Sheppard sees several catalysts coming into play in the near future. More affordable Tesla vehicles will start to be produced in the second quarter. The debut of Tesla's Cybercab robotaxi business is on track for volume production come next year. Advances in Tesla's self-driving platform continue to roll out with each over-the-air upgrade. It will take longer for its Optimus robots to hit the market, but the promise of home bots that can complete household chores is a huge market that can help smooth out the cyclical swings of the auto market.
Like many stocks that got off to a hot start this year -- and Iridium was trading 20% higher year to date when it peaked a month ago -- this data and voice satellite communications specialist has given back all of its gains. Go back to the start of last year, and Iridium has surrendered a third of its value.
Iridium has grown to the point where it's serving 2.5 million billable subscribers, an 8% increase over the past year. It just hasn't been much of a top-line grower. It's had just one year of double-digit growth over the past six years, and it should be more of the same in 2025. Its guidance last month calls for just 5% to 7% in its bread-and-butter service revenue.
Things may not get better in near term. Barclays analyst Mathieu Robilliard lowered his firm's price target on the stock last week. He's concerned that growth will slow even more at this point given the competitive landscape that is starting to intensify. He remains bullish, and so does Wood, obviously. She has added to her Iridium stake in each of the first four trading days of this week.
Wood has been a steady buyer of gene-editing stocks, a thin slice of the biotech market but also a segment with the most promise and upside. Intellia Therapeutics is a developer of CRISPR-based therapies tackling rare but devastating genetic disorders. If you think Tesla and Iridium have been hard on investors lately, Intellia is far worse. The stock has plummeted 96% -- yes, 96% -- since peaking north of $200 almost five years ago.
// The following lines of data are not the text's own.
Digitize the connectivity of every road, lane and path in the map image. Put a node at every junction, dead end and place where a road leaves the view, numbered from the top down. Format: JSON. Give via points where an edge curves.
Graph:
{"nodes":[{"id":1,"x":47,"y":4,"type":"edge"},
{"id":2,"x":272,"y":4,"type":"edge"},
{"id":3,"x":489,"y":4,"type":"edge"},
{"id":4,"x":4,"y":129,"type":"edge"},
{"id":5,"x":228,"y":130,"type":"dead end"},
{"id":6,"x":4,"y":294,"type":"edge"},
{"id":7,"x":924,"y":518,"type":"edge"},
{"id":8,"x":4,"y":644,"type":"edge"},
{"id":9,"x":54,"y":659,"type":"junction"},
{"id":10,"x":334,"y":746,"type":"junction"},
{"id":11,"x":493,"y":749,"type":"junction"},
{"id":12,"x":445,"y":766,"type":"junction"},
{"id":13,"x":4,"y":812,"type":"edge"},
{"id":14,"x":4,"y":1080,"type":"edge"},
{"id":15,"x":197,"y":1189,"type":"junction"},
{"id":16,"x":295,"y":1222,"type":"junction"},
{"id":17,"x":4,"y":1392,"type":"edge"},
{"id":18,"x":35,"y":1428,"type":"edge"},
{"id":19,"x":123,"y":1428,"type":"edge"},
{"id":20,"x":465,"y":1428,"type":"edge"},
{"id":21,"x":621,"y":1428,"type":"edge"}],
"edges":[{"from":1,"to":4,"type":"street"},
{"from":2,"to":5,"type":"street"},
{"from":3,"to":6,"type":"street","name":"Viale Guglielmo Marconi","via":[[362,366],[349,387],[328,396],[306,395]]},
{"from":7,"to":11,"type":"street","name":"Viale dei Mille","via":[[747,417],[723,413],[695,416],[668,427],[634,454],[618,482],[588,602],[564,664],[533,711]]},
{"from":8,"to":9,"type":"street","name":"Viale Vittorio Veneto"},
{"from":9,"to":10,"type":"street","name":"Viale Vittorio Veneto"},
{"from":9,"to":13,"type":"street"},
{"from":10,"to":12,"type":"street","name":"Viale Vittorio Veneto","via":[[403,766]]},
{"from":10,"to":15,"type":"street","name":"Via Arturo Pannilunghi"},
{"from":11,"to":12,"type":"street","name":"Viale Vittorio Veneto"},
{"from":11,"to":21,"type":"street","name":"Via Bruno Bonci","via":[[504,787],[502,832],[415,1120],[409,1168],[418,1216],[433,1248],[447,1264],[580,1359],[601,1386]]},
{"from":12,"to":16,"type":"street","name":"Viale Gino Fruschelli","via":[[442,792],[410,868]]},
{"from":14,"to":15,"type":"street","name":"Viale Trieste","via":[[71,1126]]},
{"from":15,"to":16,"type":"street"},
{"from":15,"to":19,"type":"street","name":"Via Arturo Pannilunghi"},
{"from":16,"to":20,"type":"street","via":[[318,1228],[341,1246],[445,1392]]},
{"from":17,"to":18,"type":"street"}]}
Mitchell Kapoor at Wainwright initiated coverage of Intellia earlier this month with a bullish rating and a $30 price target. He's encouraged by its NTLA-2002 candidate that offers a one-time treatment as opposed to comparable solutions that are drawn out prophylactic therapies with the same efficacy. Another bull -- Joon Lee at Truist -- lowered his firm's price target from $90 to $50. It's not usually a good sign when a target price is lowered sharply, but with Intellia now trading in the high single digits it would have to more than triple to hit the first $30 goal and soar almost sixfold to hit the other analyst's revised goalpost.